El agua es vida.
El agua es nuestra misión.

El elemento H2 O

Fue el químico Henry Cavendish (1731 - 1810), quien descubrió la composición del agua, cuando experimentando con el hidrógeno y el oxígeno, combinó estos elementos para crear un mezcla explosiva (la base del soplete oxhídrico) que generaba agua. En 1811 el médico italiano Amadeo Avogadro finalmente descubrió la fórmula H2O del agua.

 

Aunque el agua tenga una sencilla estructura molecular, posee, no obstante, unas propiedades físicas únicas. Es el único elemento que existe en nuestro planeta en estado sólido, líquido y gaseoso. Son estas propiedades especiales las que hacen que el agua sea tan fascinante y tan importante para todas las criaturas. El agua tiene 775 veces la densidad de aire. Este hecho causa un efecto de “flotabilidad' que nos permite – a nosotros y a la mayor parte de mamíferos - nadar.

 

Muchas sustancias se dilatan cuando se calientan y, al mismo tiempo, disminuyen su densidad; en forma inversa, aumentan su densidad cuando se enfrían. Cuando un líquido se enfría, la parte más fría se hunde hacia abajo. El proceso de congelación del agua funciona de forma distinta. El agua alcanza su densidad máxima a los 4 grados Celsius, la cual es exactamente 0,999973 kilogramos/L. La densidad del hielo es de 0,91 kilogramos/L – por este motivo los icebergs flotan en el agua. Este hecho también explica por qué las cantimploras congeladas revientan y por qué los peces pueden sobrevivir en un lago congelado. Ellos viven en el fondo del lago donde el agua posee una mayor densidad y su temperatura es aproximadamente de 4 grados Celsius.

 

El agua es un mal conductor del calor. Esta propiedad tiene una grandísima importancia para el clima global. El agua en realidad puede almacenar mucho calor, que posteriormente libera de nuevo durante la estación fría. En la estación cálida, está acumulación del calor evita el calentamiento excesivo de la tierra. De este modo el agua modera las diferencias de temperatura.

 

Si un centímetro cúbico del agua se evapora (aproximadamente a 100 grados Celsius), su volumen aumenta hasta a 1.243 centímetros cúbicos (la presión del vapor) - un proceso que constituye la base de la construcción de la caldera de vapor; y que dio lugar en su día a la Revolución Industrial.

 

Las propiedades físicas y químicas del agua la convierten en un disolvente universal y en un medio de transporte, que se integra en todos los ciclos de la naturaleza, tanto a nivel microscópico como macroscópico.

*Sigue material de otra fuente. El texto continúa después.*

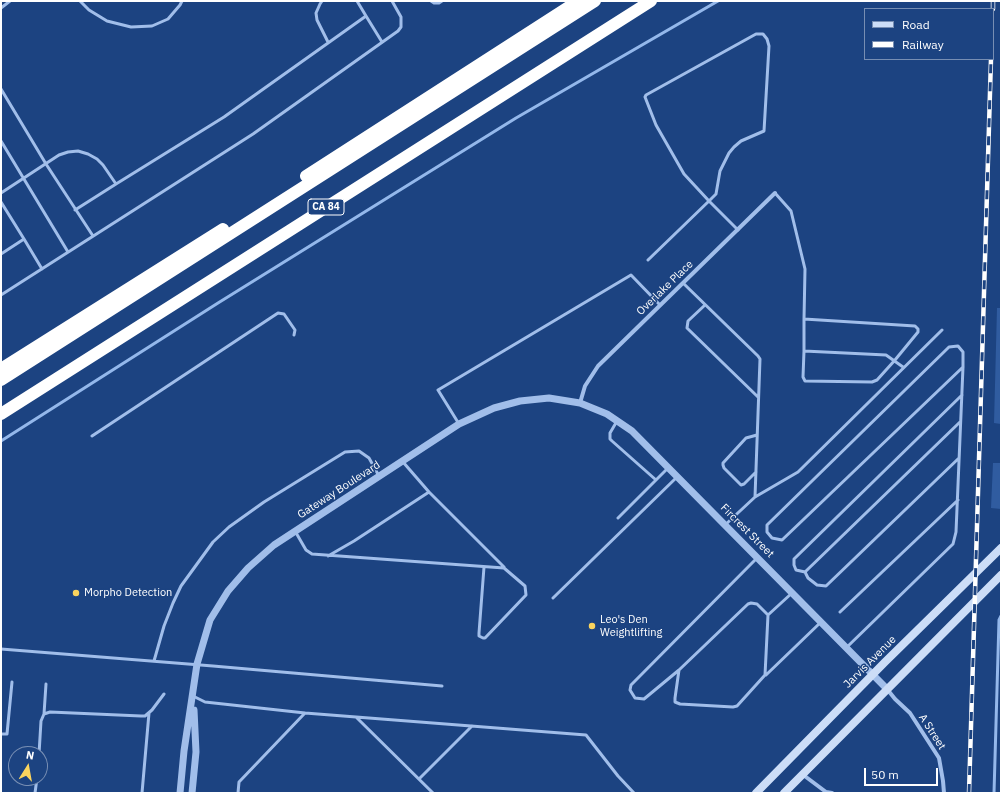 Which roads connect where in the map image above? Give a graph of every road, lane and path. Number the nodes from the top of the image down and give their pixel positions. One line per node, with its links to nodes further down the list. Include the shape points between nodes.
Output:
1 (10, 1): 12 (lane)
2 (80, 1): 3 (lane, via 107,21 131,27 152,26 168,19)
3 (182, 1)
4 (322, 1): 14 (lane, via 316,13 316,20)
5 (357, 1): 13 (lane)
6 (392, 1): 15 (lane, via 401,17 401,27)
7 (431, 1): 8 (lane)
8 (442, 1)
9 (578, 1): 44 (highway)
10 (595, 1): 45 (highway, CA 84)
11 (651, 1): 49 (highway, CA 84)
12 (1, 8)
13 (366, 16): 14 (lane); 15 (lane)
14 (328, 42): 20 (lane, via 224,117)
15 (382, 42): 27 (lane, via 253,134)
16 (1, 89): 18 (lane)
17 (1, 141): 19 (lane)
18 (46, 164): 19 (lane); 20 (lane, via 59,155 78,151 97,158); 25 (lane)
19 (24, 178): 21 (lane); 29 (lane)
20 (116, 184): 25 (lane)
21 (1, 193)
22 (775, 193): 26 (street, Overlake Place); 37 (lane, via 791,211 805,269)
23 (709, 201): 23 (lane, via 684,174 656,125 645,97 756,34 764,34 769,46 764,130 741,141 728,153 720,171 716,194); 26 (lane); 31 (lane)
24 (1, 202): 28 (lane)
25 (75, 210): 27 (lane)
26 (738, 230): 33 (street, Overlake Place)
27 (93, 236): 29 (lane)
28 (24, 239): 30 (lane); 32 (lane)
29 (68, 252): 32 (lane)
30 (1, 254)
31 (648, 260)
32 (42, 269): 34 (lane)
33 (683, 283): 35 (street, Overlake Place); 36 (lane)
34 (1, 295)
35 (660, 305): 48 (street, Overlake Place, via 598,366 585,386); 52 (lane, via 631,275 438,390)
36 (705, 305): 47 (lane, via 758,356); 47 (lane, via 688,321 686,328)
37 (804, 320): 40 (lane); 41 (lane, via 917,327 917,334)
38 (942, 330): 43 (lane)
39 (294, 335): 53 (lane, via 295,330 284,314 278,313)
40 (804, 351): 41 (lane, via 886,355); 41 (lane, via 803,377 808,381 872,382 877,380)
41 (895, 360): 43 (lane)
42 (963, 366): 42 (lane, via 964,352 958,346 949,347 767,525 767,532 772,538 782,540); 46 (lane)
43 (903, 367): 63 (lane, via 798,472)
44 (1, 369)
45 (1, 380)
46 (962, 395): 51 (lane); 73 (lane, via 794,560 796,570)
47 (758, 398): 54 (lane)
48 (580, 403): 50 (street, Fircrest Street); 52 (street, Gateway Boulevard, via 549,398 520,401 494,408)
49 (1, 414)
50 (617, 421): 57 (street, Fircrest Street, via 632,431); 61 (lane, via 610,433 610,439)
51 (961, 422): 55 (lane); 73 (lane)
52 (459, 424): 56 (street, Gateway Boulevard)
53 (92, 436)
54 (757, 436): 58 (lane); 58 (lane, via 746,438 723,465 741,485)
55 (959, 458): 64 (lane); 73 (lane, via 826,586 817,586)
56 (403, 462): 59 (street, Gateway Boulevard); 62 (lane)
57 (668, 468): 60 (street, Fircrest Street); 61 (lane)
58 (756, 472): 63 (lane)
59 (379, 477): 67 (street, Gateway Boulevard); 82 (lane, via 369,458 359,451 345,452 229,527 213,542 181,586 172,603)
60 (677, 477): 66 (street, Fircrest Street); 76 (lane)
61 (656, 480): 65 (lane)
62 (429, 492): 69 (lane); 72 (lane)
63 (755, 497): 66 (lane)
64 (958, 500): 77 (lane); 80 (lane, via 953,544)
65 (618, 518)
66 (725, 525): 70 (street, Fircrest Street)
67 (295, 531): 69 (lane, via 306,550 312,554); 83 (street, Gateway Boulevard, via 248,568 228,591 210,620)
68 (1001, 548): 86 (main road, Jarvis Avenue)
69 (328, 556): 71 (lane)
70 (758, 558): 75 (street, Fircrest Street); 84 (lane, via 631,685 630,690 635,698 644,699)
71 (484, 567): 72 (lane); 72 (lane, via 479,633 483,638 526,595 525,586)
72 (504, 568)
73 (805, 572)
74 (1001, 575): 90 (main road)
75 (792, 593): 78 (lane); 79 (street, Fircrest Street)
76 (553, 598)
77 (840, 612)
78 (768, 615): 84 (lane, via 757,604 748,604); 85 (lane)
79 (821, 622): 80 (street, Fircrest Street); 85 (lane)
80 (846, 648): 86 (street, Fircrest Street)
81 (1, 649): 82 (lane)
82 (154, 661): 83 (lane)
83 (198, 664): 89 (lane); 92 (street, Gateway Boulevard)
84 (679, 670): 85 (lane, via 675,701 677,703 736,707)
85 (765, 675)
86 (873, 675): 90 (street, Fircrest Street); 108 (main road, Jarvis Avenue)
87 (12, 682): 98 (lane, via 7,734)
88 (46, 684): 95 (lane)
89 (442, 686)
90 (888, 689): 100 (main road); 111 (street, A Street, via 910,713 938,758 944,781)
91 (164, 694): 93 (lane)
92 (193, 696): 94 (lane, via 205,702); 103 (street, Gateway Boulevard); 104 (street, Gateway Boulevard, via 196,752)
93 (149, 713): 95 (lane, via 141,716 50,712); 102 (lane)
94 (305, 713): 96 (lane); 105 (lane, via 239,782)
95 (44, 714): 99 (lane)
96 (356, 717): 97 (lane); 101 (lane)
97 (472, 726): 101 (lane); 107 (lane, via 586,735)
98 (1, 734)
99 (39, 746)
100 (802, 774): 109 (main road); 110 (street, via 826,792)
101 (418, 779): 106 (lane)
102 (142, 793)
103 (180, 793)
104 (192, 793)
105 (238, 793)
106 (433, 793)
107 (634, 793)
108 (756, 793)
109 (784, 793)
110 (832, 793)
111 (944, 793)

Sin el agua, por ejemplo, no existiría ninguna circulación de nitrógeno o de fósforo - ambos elementos esenciales en la biosfera – ya que no hay ningún otro camino para el movimiento de los iones correspondientes.

 

El agua puede disolver las sales y transportarlas en forma disuelta para alimentar a las plantas. Las plantas usan estos iones como nutrientes y liberan en la atmósfera el agua que no necesitan para su metabolismo del nitrógeno. Este pequeño ciclo del agua es tan importante como el ciclo completo - sin él, y sin el agua, no existiría la vida.